There sure are a lot of surveys of advisory practices these days; Moss Adams, the FPA, Quantuvus, the myriad Schwab studies, and the FA Insight survey conducted in partnership with Investment Advisor. I’ve said for years–and now it’s more true than ever–that I could make a career out of just translating the studies into a format that advisors can both understand and readily use to make their practices better.
The problem isn’t with the surveys themselves, it’s the way they are presented; they all take considerable time and effort to decipher, and then determine the essential takeaways for a particular practice. That’s time that most advisors aren’t willing or likely to invest. So it falls on consultants like me to interpret these surveys and boil them down into action items (if any) for my clients.

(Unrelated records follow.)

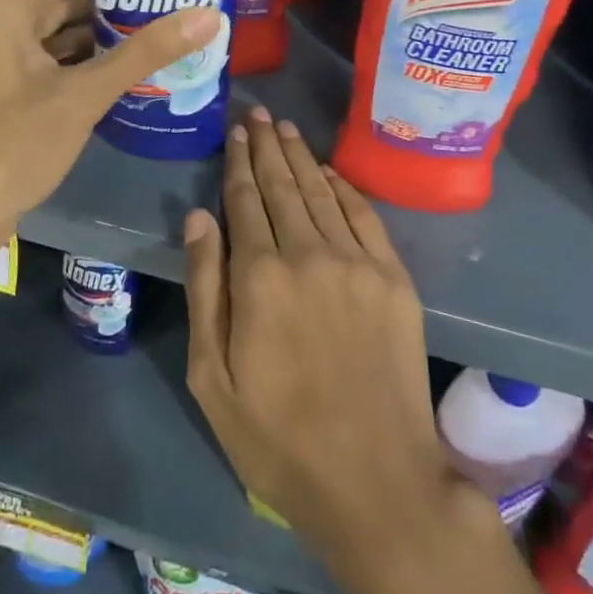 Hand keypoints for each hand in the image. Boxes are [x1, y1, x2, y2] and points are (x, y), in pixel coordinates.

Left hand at [0, 0, 223, 258]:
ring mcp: (13, 51)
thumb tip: (208, 14)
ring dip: (109, 8)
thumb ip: (144, 52)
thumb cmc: (9, 145)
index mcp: (10, 2)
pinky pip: (64, 46)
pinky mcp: (22, 82)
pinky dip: (97, 43)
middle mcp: (9, 16)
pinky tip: (138, 47)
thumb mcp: (82, 95)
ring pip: (66, 13)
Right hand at [182, 109, 472, 573]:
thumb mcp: (212, 377)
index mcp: (259, 277)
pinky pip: (364, 215)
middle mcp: (308, 253)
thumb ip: (205, 288)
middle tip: (258, 113)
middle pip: (282, 185)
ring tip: (286, 128)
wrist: (376, 479)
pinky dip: (343, 187)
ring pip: (321, 192)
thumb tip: (199, 216)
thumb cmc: (278, 437)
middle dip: (268, 146)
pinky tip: (328, 171)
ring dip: (301, 157)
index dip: (238, 163)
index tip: (236, 132)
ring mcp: (357, 262)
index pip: (244, 201)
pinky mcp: (393, 278)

The surveys I get asked about most are compensation studies, which purport to poll various groups of advisory firms on how much they pay employees and owners, broken down by the jobs they do. They then create salary and total compensation ranges, but size of firm, geographic locations, and/or other frequently undisclosed factors are often left out. Owner/advisors, then, try to use these tables to determine whether their compensation levels jibe with other similar firms.
Over the years, I’ve come to understand how the various studies collect and present their data, and how to mine that information and repackage it so that my clients can use it to see how their compensation structures compare to industry norms. Here’s a brief description of what I’ve learned, and how I use all this study information, to make it easier for advisors who are so inclined to sort it all out for themselves.
Big-Firm Bias
While there are many problems with the existing surveys, the biggest challenge is that most if not all surveys are based on assumptions derived from the largest of advisory firms; those with a dozen or more employees and upwards of $5 million or more in annual revenues. While certainly well within the “small business” category in business management circles, these larger advisory firms bear little resemblance to the vast majority of advisory practices, which have less than $2 million in annual revenues.
That’s not to say that most surveys don’t include these smaller practices; they do. But they look at jobs and job titles based on business school models, which is way different from how most advisory firms work in the real world.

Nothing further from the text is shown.